BEGIN Data for the task
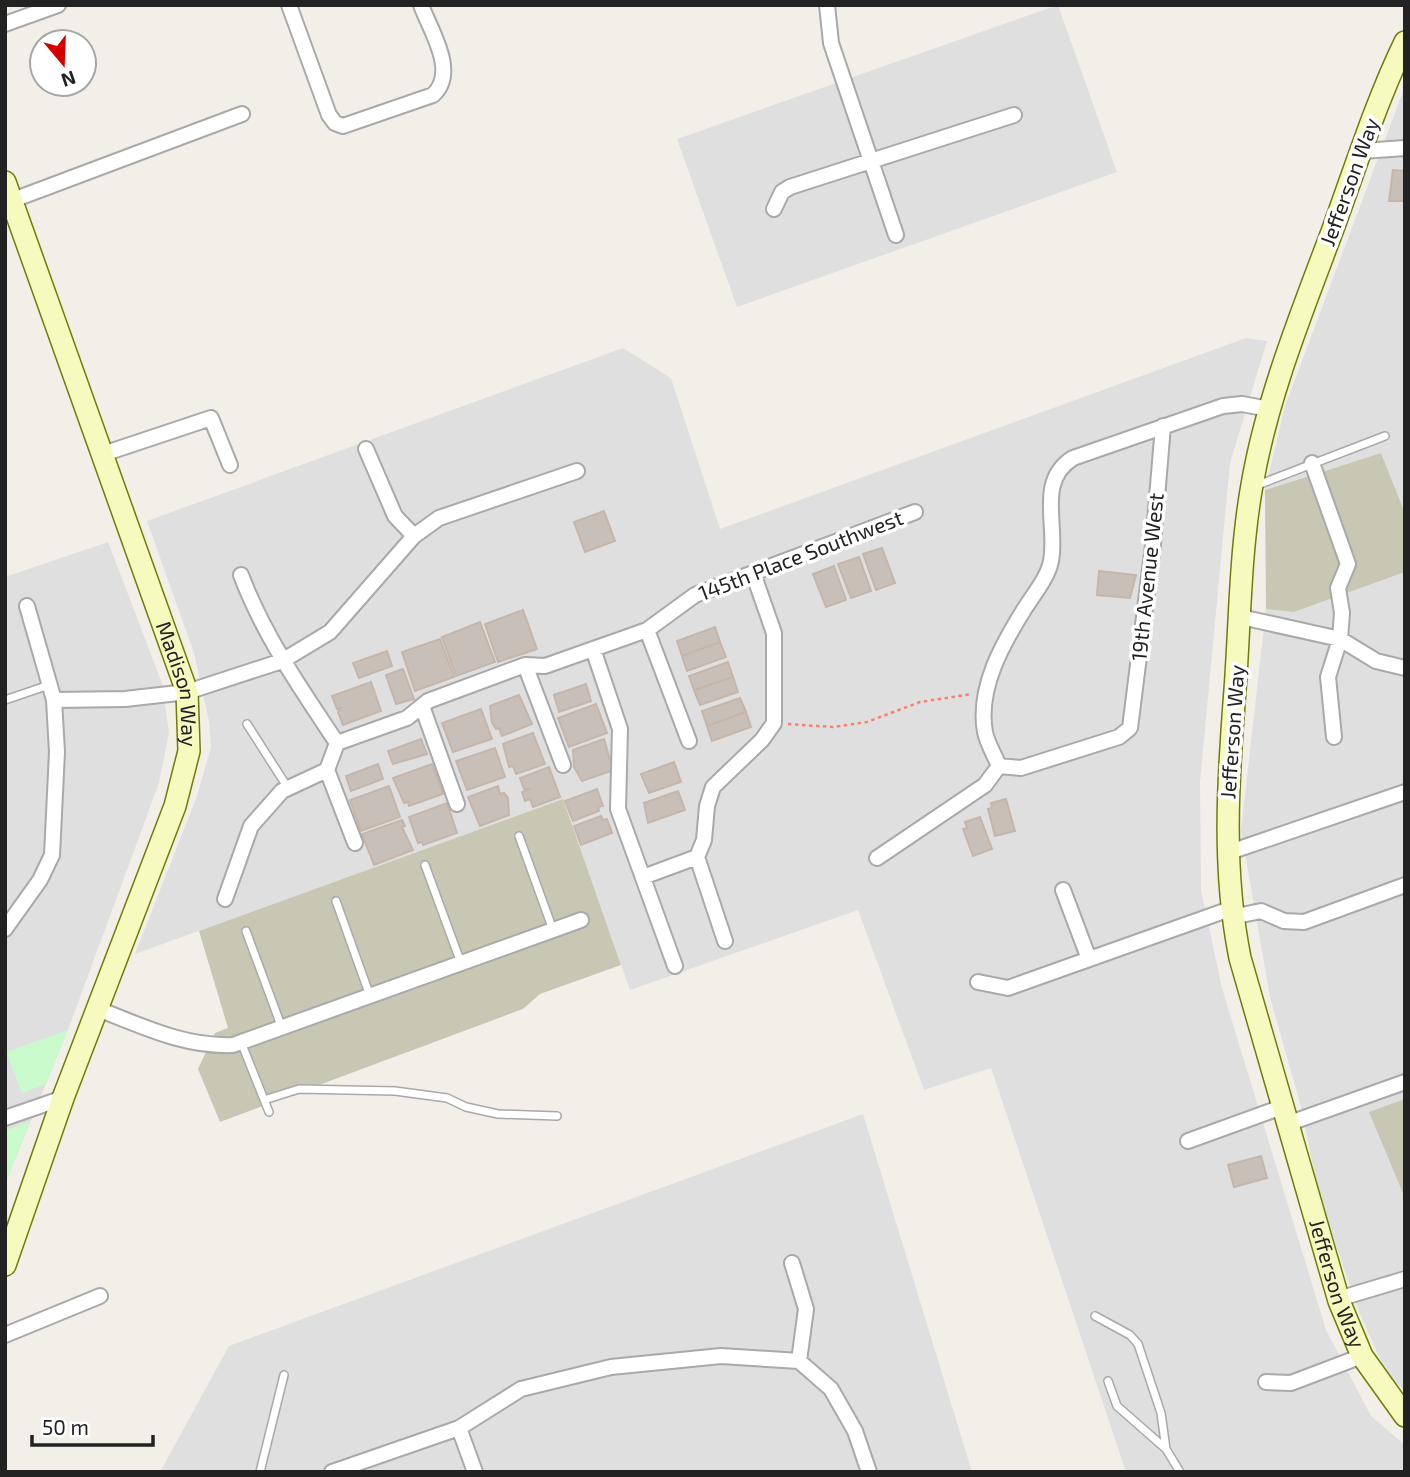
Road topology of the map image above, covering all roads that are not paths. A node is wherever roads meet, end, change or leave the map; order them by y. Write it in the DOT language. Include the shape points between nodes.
graph roads {
  1 [pos="58,5"];
  2 [pos="289,5"];
  3 [pos="421,5"];
  4 [pos="827,5"];
  5 [pos="5,24"];
  6 [pos="1404,45"];
  7 [pos="242,114"];
  8 [pos="1014,115"];
  9 [pos="1405,148"];
  10 [pos="1362,151"];
  11 [pos="870,160"];
  12 [pos="8,195"];
  13 [pos="774,209"];
  14 [pos="896,235"];
  15 [pos="1269,409"];
  16 [pos="1163,426"];
  17 [pos="1385,436"];
  18 [pos="366,449"];
  19 [pos="103,454"];
  20 [pos="1312,463"];
  21 [pos="230,465"];
  22 [pos="577,471"];
  23 [pos="1251,487"];
  24 [pos="915,512"];
  25 [pos="414,537"];
  26 [pos="753,573"];
  27 [pos="241,575"];
  28 [pos="27,606"];
  29 [pos="1241,617"];
  30 [pos="647,630"];
  31 [pos="1340,639"];
  32 [pos="593,649"];
  33 [pos="282,661"];
  34 [pos="525,664"];
  35 [pos="1405,668"];
  36 [pos="49,685"];
  37 [pos="187,692"];
  38 [pos="54,700"];
  39 [pos="5,701"];
  40 [pos="422,706"];
  41 [pos="247,724"];
  42 [pos="1334,737"];
  43 [pos="689,741"];
  44 [pos="337,743"];
  45 [pos="563,765"];
  46 [pos="999,766"];
  47 [pos="327,770"];
  48 [pos="285,789"];
  49 [pos="1405,792"];
  50 [pos="457,804"];
  51 [pos="519,836"];
  52 [pos="355,843"];
  53 [pos="1227,853"];
  54 [pos="697,857"];
  55 [pos="877,858"];
  56 [pos="425,865"];
  57 [pos="643,877"];
  58 [pos="1405,885"];
  59 [pos="1063,890"];
  60 [pos="225,899"];
  61 [pos="336,901"];
  62 [pos="1231,913"];
  63 [pos="580,920"];
  64 [pos="5,929"];
  65 [pos="553,930"];
  66 [pos="246,931"];
  67 [pos="725,941"];
  68 [pos="1089,960"];
  69 [pos="461,964"];
  70 [pos="675,965"];
  71 [pos="978,982"];
  72 [pos="370,997"];
  73 [pos="98,1009"];
  74 [pos="282,1029"];
  75 [pos="241,1042"];
  76 [pos="1405,1082"];
  77 [pos="63,1098"];
  78 [pos="264,1100"];
  79 [pos="269,1112"];
  80 [pos="557,1116"];
  81 [pos="1284,1116"];
  82 [pos="5,1118"];
  83 [pos="1188,1141"];
  84 [pos="11,1231"];
  85 [pos="792,1263"];
  86 [pos="5,1265"];
  87 [pos="1405,1279"];
  88 [pos="100,1296"];
  89 [pos="1338,1299"];
  90 [pos="1095,1316"];
  91 [pos="5,1335"];
  92 [pos="1362,1356"];
  93 [pos="799,1362"];
  94 [pos="284,1375"];
  95 [pos="1108,1381"];
  96 [pos="1266,1382"];
  97 [pos="1405,1416"];
  98 [pos="459,1429"];
  99 [pos="1166,1449"];
  100 [pos="260,1472"];
  101 [pos="332,1472"];
  102 [pos="475,1472"];
  103 [pos="869,1472"];
  104 [pos="1180,1472"];
  1 -- 5 [label="street"];
  2 -- 3 [label="street" via="329,115 343,126 433,95 441,88 445,68"];
  4 -- 11 [label="street" via="831,43"];
  6 -- 10 [label="street, Jefferson Way"];
  7 -- 12 [label="street"];
  8 -- 11 [label="street"];
  9 -- 10 [label="street"];
  10 -- 15 [label="street, Jefferson Way"];
  11 -- 13 [label="street" via="790,187 782,192"];
  11 -- 14 [label="street"];
  12 -- 19 [label="street, Madison Way"];
  15 -- 16 [label="street" via="1223,406"];
  15 -- 23 [label="street, Jefferson Way"];
  16 -- 46 [label="street" via="1073,458 1054,475 1051,561 994,666 986,692 985,733"];
  16 -- 46 [label="street, 19th Avenue West" via="1130,728 1119,737 1021,768"];
  17 -- 20 [label="lane"];
  18 -- 25 [label="street" via="395,516"];
  19 -- 21 [label="street" via="211,418"];
  19 -- 37 [label="street, Madison Way"];
  20 -- 23 [label="lane"];
  20 -- 31 [label="street" via="1348,564 1338,588"];
  22 -- 25 [label="street" via="439,518"];
  23 -- 29 [label="street, Jefferson Way"];
  24 -- 26 [label="street, 145th Place Southwest"];
  25 -- 33 [label="street" via="330,632"];
  26 -- 30 [label="street, 145th Place Southwest" via="695,596"];
  26 -- 54 [label="street" via="774,633 774,723 713,787"];
  27 -- 33 [label="street"];
  28 -- 36 [label="street"];
  29 -- 31 [label="street"];
  29 -- 53 [label="street, Jefferson Way"];
  30 -- 32 [label="street, 145th Place Southwest"];
  30 -- 43 [label="street"];
  31 -- 35 [label="street" via="1376,661"];
  31 -- 42 [label="street" via="1328,677"];
  32 -- 34 [label="street, 145th Place Southwest" via="545,666"];
  32 -- 57 [label="street" via="620,730 618,809"];
  33 -- 37 [label="street"];
  33 -- 44 [label="street"];
  34 -- 40 [label="street, 145th Place Southwest"];
  34 -- 45 [label="street"];
  36 -- 38 [label="street"];
  36 -- 39 [label="lane"];
  37 -- 38 [label="street"];
  37 -- 73 [label="street, Madison Way" via="188,751 175,806"];
  38 -- 64 [label="street" via="57,752 52,855"];
  40 -- 44 [label="street, 145th Place Southwest" via="407,718"];
  40 -- 50 [label="street"];
  41 -- 48 [label="lane"];
  44 -- 47 [label="street"];
  46 -- 55 [label="street" via="985,785"];
  47 -- 48 [label="street"];
  47 -- 52 [label="street"];
  48 -- 60 [label="street" via="251,826"];
  49 -- 53 [label="street"];
  51 -- 65 [label="lane"];
  53 -- 62 [label="street, Jefferson Way"];
  54 -- 57 [label="street"];
  54 -- 67 [label="street"];
  56 -- 69 [label="lane"];
  57 -- 70 [label="street"];
  58 -- 62 [label="street" via="1304,922 1284,921 1261,911"];
  59 -- 68 [label="street"];
  61 -- 72 [label="lane"];
  62 -- 68 [label="street"];
  62 -- 81 [label="street, Jefferson Way"];
  63 -- 65 [label="street"];
  65 -- 69 [label="street"];
  66 -- 74 [label="lane"];
  68 -- 71 [label="street" via="1008,988"];
  69 -- 72 [label="street"];
  72 -- 74 [label="street"];
  73 -- 75 [label="street" via="181,1041 209,1046"];
  73 -- 77 [label="street, Madison Way"];
  74 -- 75 [label="street"];
  75 -- 78 [label="lane"];
  76 -- 81 [label="street"];
  77 -- 82 [label="street"];
  77 -- 84 [label="street, Madison Way"];
  78 -- 79 [label="lane"];
  78 -- 80 [label="lane" via="299,1089 395,1091 447,1098 498,1114"];
  81 -- 83 [label="street"];
  81 -- 89 [label="street, Jefferson Way"];
  84 -- 86 [label="street, Madison Way"];
  85 -- 93 [label="street" via="806,1309"];
  87 -- 89 [label="street"];
  88 -- 91 [label="street"];
  89 -- 92 [label="street, Jefferson Way"];
  90 -- 99 [label="lane" via="1138,1344 1161,1413"];
  92 -- 96 [label="street" via="1291,1383"];
  92 -- 97 [label="street, Jefferson Way"];
  93 -- 98 [label="street" via="721,1356 611,1367 521,1390"];
  93 -- 103 [label="street" via="831,1389 855,1431"];
  94 -- 100 [label="lane"];
  95 -- 99 [label="lane" via="1117,1406 1128,1419"];
  98 -- 101 [label="street"];
  98 -- 102 [label="street"];
  99 -- 104 [label="lane"];
}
END Data for the task
__Task statement__.
Lines containing the word "roads" are to be tallied across the entries above; give only the resulting count.

__Written answer__.
2